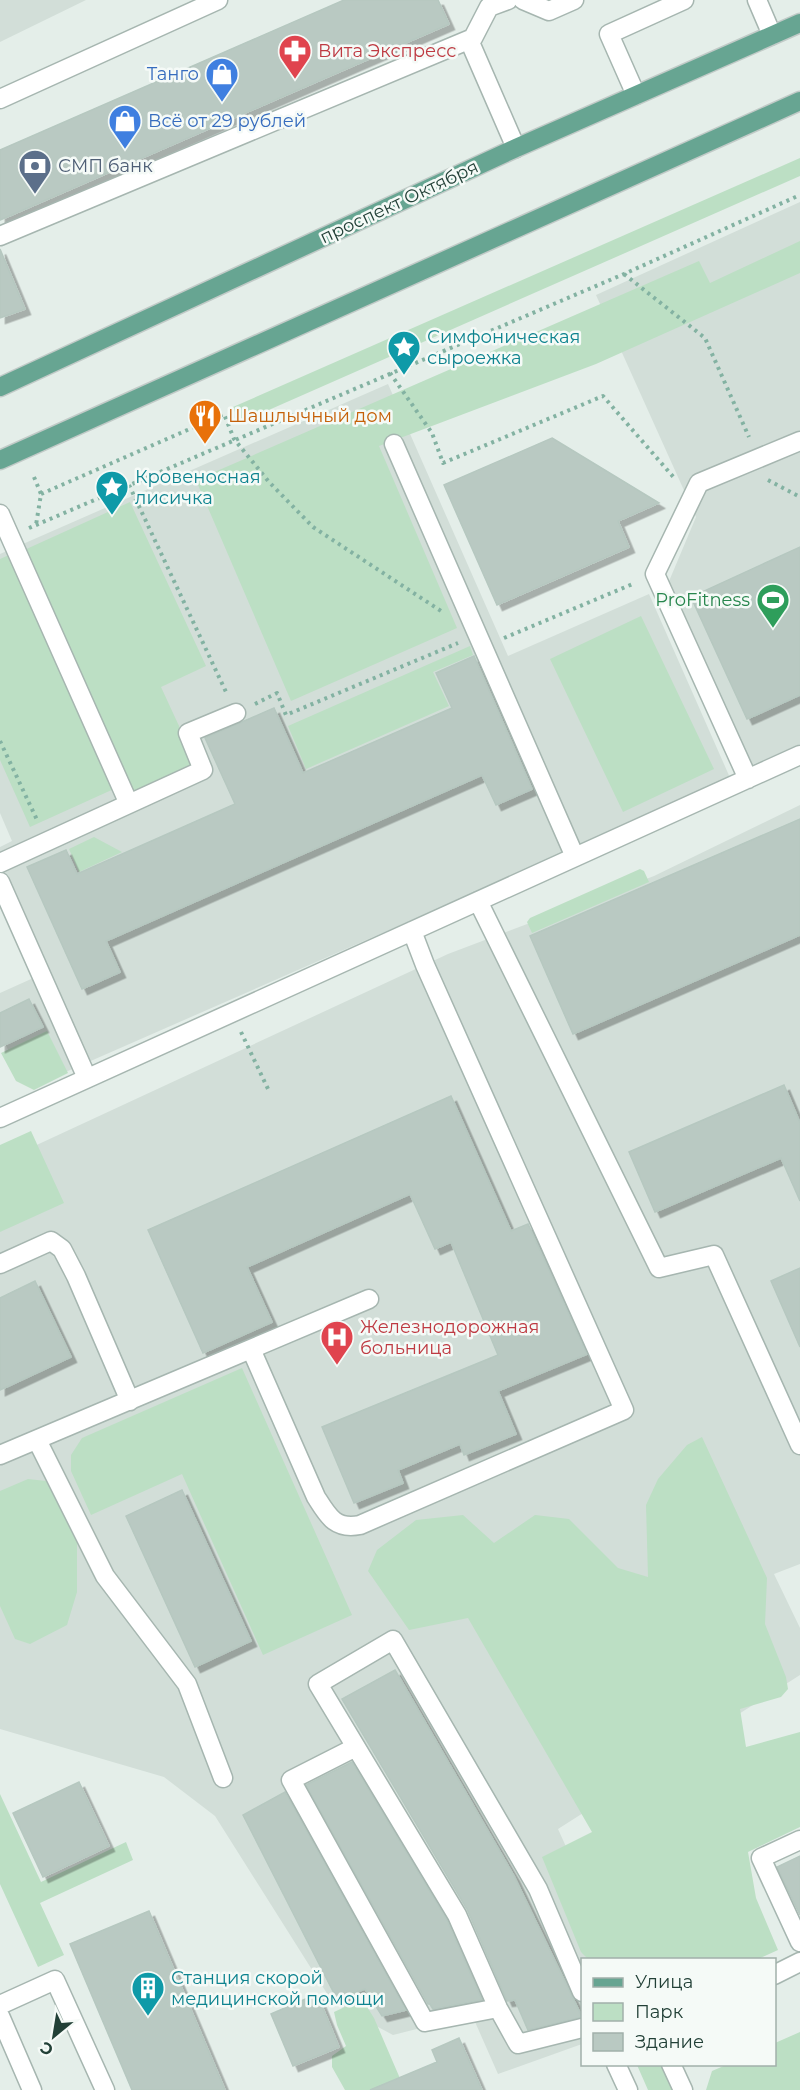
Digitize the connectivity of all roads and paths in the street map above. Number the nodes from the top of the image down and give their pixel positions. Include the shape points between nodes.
1 (218, 0) edge
2 (508, 0) edge
3 (523, 0) edge
4 (574, 0) edge
5 (684, 0) edge
6 (757, 0) edge
7 (800, 23) edge
8 (772, 35) junction
9 (469, 40) junction
10 (636, 95) junction
11 (0, 99) edge
12 (800, 100) edge
13 (516, 148) junction
14 (800, 195) edge
15 (0, 236) edge
16 (624, 274) junction
17 (390, 373) junction
18 (0, 387) edge
19 (234, 439) junction
20 (800, 441) edge
21 (394, 444) dead end
22 (758, 458) junction
23 (0, 460) edge
24 (34, 477) dead end
25 (768, 481) junction
26 (128, 485) junction
27 (759, 485) dead end
28 (41, 494) junction
29 (800, 497) edge
30 (692, 498) junction
31 (0, 514) edge
32 (36, 525) junction
33 (11, 536) junction
34 (655, 574) junction
35 (481, 641) junction
36 (236, 713) junction
37 (0, 741) edge
38 (800, 755) edge
39 (748, 779) junction
40 (129, 804) junction
41 (47, 842) junction
42 (575, 857) junction
43 (0, 863) edge
44 (0, 882) edge
45 (478, 901) junction
46 (412, 931) junction
47 (232, 1013) junction
48 (87, 1078) junction
49 (268, 1089) dead end
50 (0, 1118) edge
51 (0, 1264) edge
52 (369, 1299) dead end
53 (251, 1349) junction
54 (130, 1401) junction
55 (37, 1440) junction
56 (800, 1444) edge
57 (0, 1455) edge
58 (356, 1747) junction
59 (224, 1778) dead end
60 (800, 1840) edge
61 (800, 1942) edge
62 (800, 1962) edge
63 (776, 1974) edge
64 (581, 1990) edge
65 (0, 2005) edge
66 (498, 2008) junction
67 (0, 2016) edge
68 (581, 2028) edge
69 (617, 2066) edge
70 (672, 2066) edge
71 (32, 2090) edge
72 (105, 2090) edge
73 (628, 2090) edge
74 (683, 2090) edge

1 - 11 street
2 - 9 street via 489,7
3 - 4 street via 549,11
5 - 10 street via 609,34
6 - 8 street
7 - 8 main road, проспект Октября
8 - 10 main road, проспект Октября
9 - 13 street
9 - 15 street
10 - 13 main road, проспект Октября
12 - 23 main road
13 - 18 main road, проспект Октября
14 - 16 path
16 - 17 path
16 - 22 path via 705,338
17 - 19 path
17 - 30 path via 432,433 443,463 603,396
19 - 26 path
19 - 28 path via 224,414
19 - 35 path via 269,482 314,527
20 - 22 street
21 - 35 street
22 - 25 path
22 - 30 street via 699,483
24 - 28 path
25 - 27 path
25 - 29 path
26 - 32 path
26 - 36 path
28 - 32 path
30 - 34 street
31 - 33 street
32 - 33 path
33 - 40 street
34 - 35 path
34 - 39 street
35 - 36 path via 286,716 278,693
35 - 42 street
36 - 40 street via 188,734 203,770
37 - 41 path
38 - 39 street
39 - 42 street
40 - 41 street
41 - 43 street
42 - 45 street
44 - 48 street
45 - 46 street
45 - 56 street via 659,1268 714,1255
46 - 47 street
46 - 53 street via 624,1410 349,1528 329,1516 316,1497
47 - 48 street
47 - 49 path
48 - 50 street
51 - 54 street via 51,1241 62,1249
52 - 53 street
53 - 54 street
54 - 55 street
55 - 57 street
55 - 59 street via 105,1576 187,1684
58 - 64 street via 318,1684 393,1640 538,1890
58 - 66 street via 457,1915
58 - 66 street via 291,1780 425,2022
60 - 61 street via 761,1858
62 - 63 street
65 - 72 street via 55,1980
66 - 68 street via 518,2044
67 - 71 street
69 - 73 street
70 - 74 street

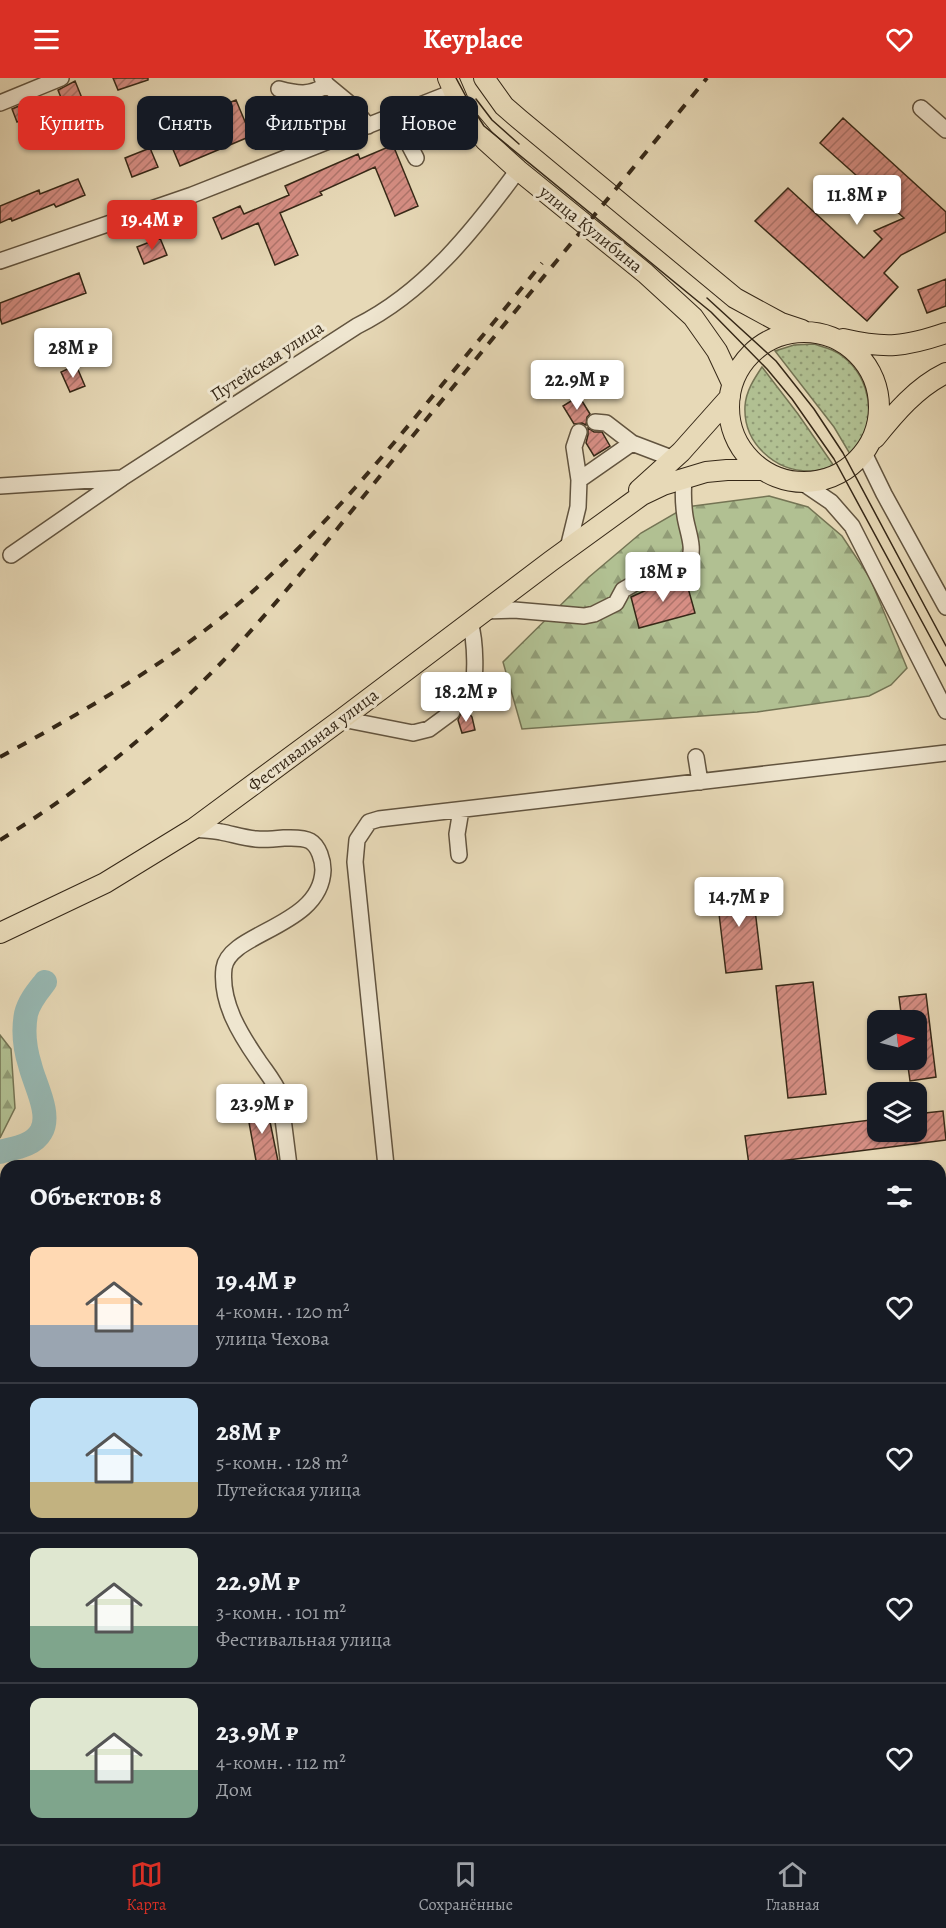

——————

▸ **WORK REQUIRED**
Copy out the lines of the data where the string "dead" occurs.

▸ **RESPONSE TO THIS TASK**
21 (394, 444) dead end
24 (34, 477) dead end
27 (759, 485) dead end
49 (268, 1089) dead end
52 (369, 1299) dead end
59 (224, 1778) dead end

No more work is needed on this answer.